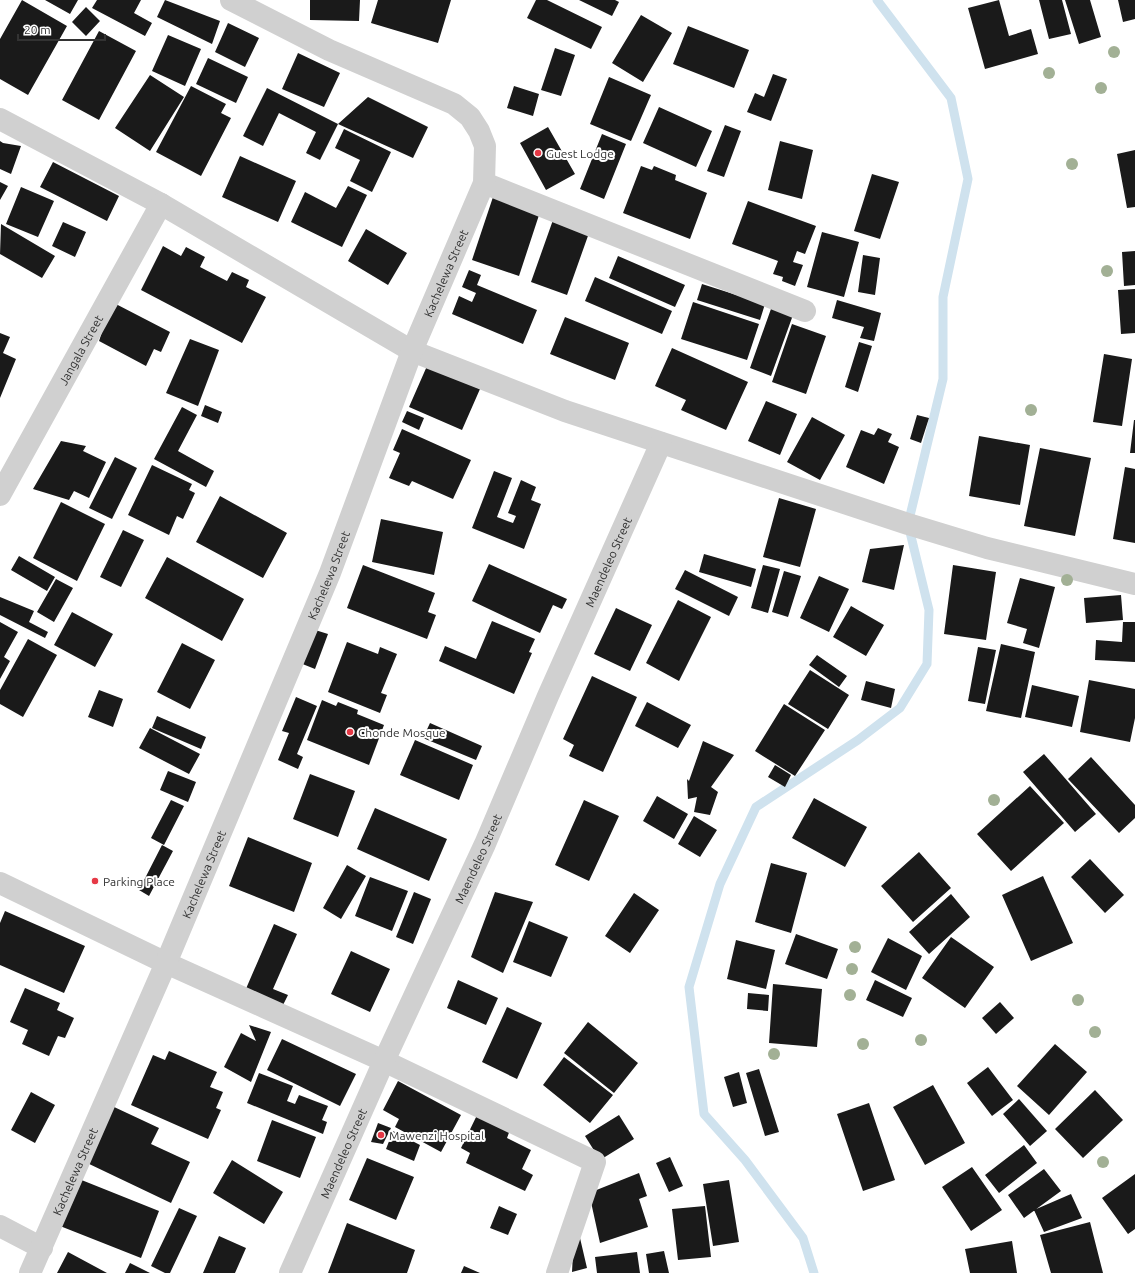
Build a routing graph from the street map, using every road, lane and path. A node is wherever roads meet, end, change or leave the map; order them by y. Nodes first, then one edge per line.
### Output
1 (243, 3) edge
2 (0, 119) edge
3 (484, 183) junction
4 (161, 204) junction
5 (805, 311) dead end
6 (412, 351) junction
7 (661, 443) junction
8 (0, 495) edge
9 (1135, 584) edge
10 (0, 883) edge
11 (166, 963) junction
12 (384, 1061) junction
13 (0, 1226) edge
14 (42, 1248) junction
15 (30, 1273) edge
16 (290, 1273) edge
17 (557, 1273) edge

1 - 3 street, Kachelewa Street
2 - 4 street
3 - 5 street
3 - 6 street, Kachelewa Street
4 - 6 street
4 - 8 street, Jangala Street
6 - 7 street
6 - 11 street, Kachelewa Street
7 - 9 street
7 - 12 street, Maendeleo Street
10 - 11 street
11 - 12 street
11 - 14 street, Kachelewa Street
12 - 16 street, Maendeleo Street
12 - 17 street
13 - 14 street
14 - 15 street, Kachelewa Street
+++++
*WHAT YOU ARE ASKED TO DO*:
In the copy, include no pictures; restate the listing above exactly.

*ANSWER AREA*:
Build a routing graph from the street map, using every road, lane and path. A node is wherever roads meet, end, change or leave the map; order them by y. Nodes first, then one edge per line.
### Output
1 (243, 3) edge
2 (0, 119) edge
3 (484, 183) junction
4 (161, 204) junction
5 (805, 311) dead end
6 (412, 351) junction
7 (661, 443) junction
8 (0, 495) edge
9 (1135, 584) edge
10 (0, 883) edge
11 (166, 963) junction
12 (384, 1061) junction
13 (0, 1226) edge
14 (42, 1248) junction
15 (30, 1273) edge
16 (290, 1273) edge
17 (557, 1273) edge

1 - 3 street, Kachelewa Street
2 - 4 street
3 - 5 street
3 - 6 street, Kachelewa Street
4 - 6 street
4 - 8 street, Jangala Street
6 - 7 street
6 - 11 street, Kachelewa Street
7 - 9 street
7 - 12 street, Maendeleo Street
10 - 11 street
11 - 12 street
11 - 14 street, Kachelewa Street
12 - 16 street, Maendeleo Street
12 - 17 street
13 - 14 street
14 - 15 street, Kachelewa Street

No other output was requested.